Join us for First Fridays as we celebrate the photography of Tori Purcell, whose show take these home will be on display on the mezzanine for the months of August through November. This event is free and open to the public.
Artist Statement
take these home is a series of photographs that looks at the practice and tradition of backyard vegetable gardens in the rural community of Louisa, Virginia. The images were taken in the artist’s hometown, where—decades before—many family farms once grew tobacco or raised cattle. While the larger scale farming has gradually stopped over the years, the same families live in the community today, and one practice that continues is raising backyard vegetable gardens.
When you ask a person who gardens what they are growing or why they raise their garden a certain way, they will always reference the people in their lives who gardened before them. The memories and stories go on and on.

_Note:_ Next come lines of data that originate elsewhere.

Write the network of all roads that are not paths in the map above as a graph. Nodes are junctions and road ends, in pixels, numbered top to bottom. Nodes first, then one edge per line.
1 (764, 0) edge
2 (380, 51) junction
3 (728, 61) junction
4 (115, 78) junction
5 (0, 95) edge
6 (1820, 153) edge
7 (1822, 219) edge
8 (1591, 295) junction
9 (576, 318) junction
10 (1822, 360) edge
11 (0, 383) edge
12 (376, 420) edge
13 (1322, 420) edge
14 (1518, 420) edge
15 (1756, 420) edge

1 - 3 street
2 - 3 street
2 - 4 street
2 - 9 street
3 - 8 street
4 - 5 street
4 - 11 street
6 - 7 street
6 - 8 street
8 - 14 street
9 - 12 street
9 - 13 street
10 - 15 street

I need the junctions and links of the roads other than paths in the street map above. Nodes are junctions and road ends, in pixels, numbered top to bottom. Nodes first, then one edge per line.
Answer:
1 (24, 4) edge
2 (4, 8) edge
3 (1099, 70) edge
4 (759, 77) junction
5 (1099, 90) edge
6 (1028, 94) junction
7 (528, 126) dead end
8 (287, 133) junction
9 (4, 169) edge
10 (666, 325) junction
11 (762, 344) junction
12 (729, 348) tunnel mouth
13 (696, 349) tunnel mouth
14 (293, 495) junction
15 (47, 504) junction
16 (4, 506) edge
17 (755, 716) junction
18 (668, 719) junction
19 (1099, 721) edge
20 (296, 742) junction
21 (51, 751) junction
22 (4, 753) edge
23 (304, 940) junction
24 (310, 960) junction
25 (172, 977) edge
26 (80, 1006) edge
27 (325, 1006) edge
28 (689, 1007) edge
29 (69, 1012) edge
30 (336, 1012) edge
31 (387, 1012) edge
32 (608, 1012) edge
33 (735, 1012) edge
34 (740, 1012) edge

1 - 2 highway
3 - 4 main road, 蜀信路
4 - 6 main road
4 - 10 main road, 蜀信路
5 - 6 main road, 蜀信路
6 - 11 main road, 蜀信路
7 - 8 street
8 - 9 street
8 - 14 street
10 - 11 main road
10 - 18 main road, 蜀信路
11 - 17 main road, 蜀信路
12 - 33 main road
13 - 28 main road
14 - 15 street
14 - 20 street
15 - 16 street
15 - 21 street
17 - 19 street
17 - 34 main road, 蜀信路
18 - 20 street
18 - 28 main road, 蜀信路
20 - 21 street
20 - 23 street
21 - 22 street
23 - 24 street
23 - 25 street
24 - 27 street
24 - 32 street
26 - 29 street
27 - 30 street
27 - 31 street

The contemporary practice of growing vegetables in the backyard may seem like merely a hobby or pastime, but in reality it keeps the memory of those who did this before them alive and active in one’s mind.
For most, the practice of gardening is quiet and solitary. The work happens early in the morning or late in the afternoon when the sun is low. Many have their daily ritual of waking up before the sun, putting on their gardening clothes, and heading outside to pick the day’s harvest, pull weeds, and inspect the leaves for bugs. After the garden has been tended, they are on to the second, more communal part of gardening, delivering the surplus of vegetables to their family and neighbors.
The images in this project create an immersive dialogue around our connection with the past and take a close look at the fragments of memories and traditions that are selected and preserved. In a global world and a digital time, take these home shines light on a local, rural, unmediated way of living.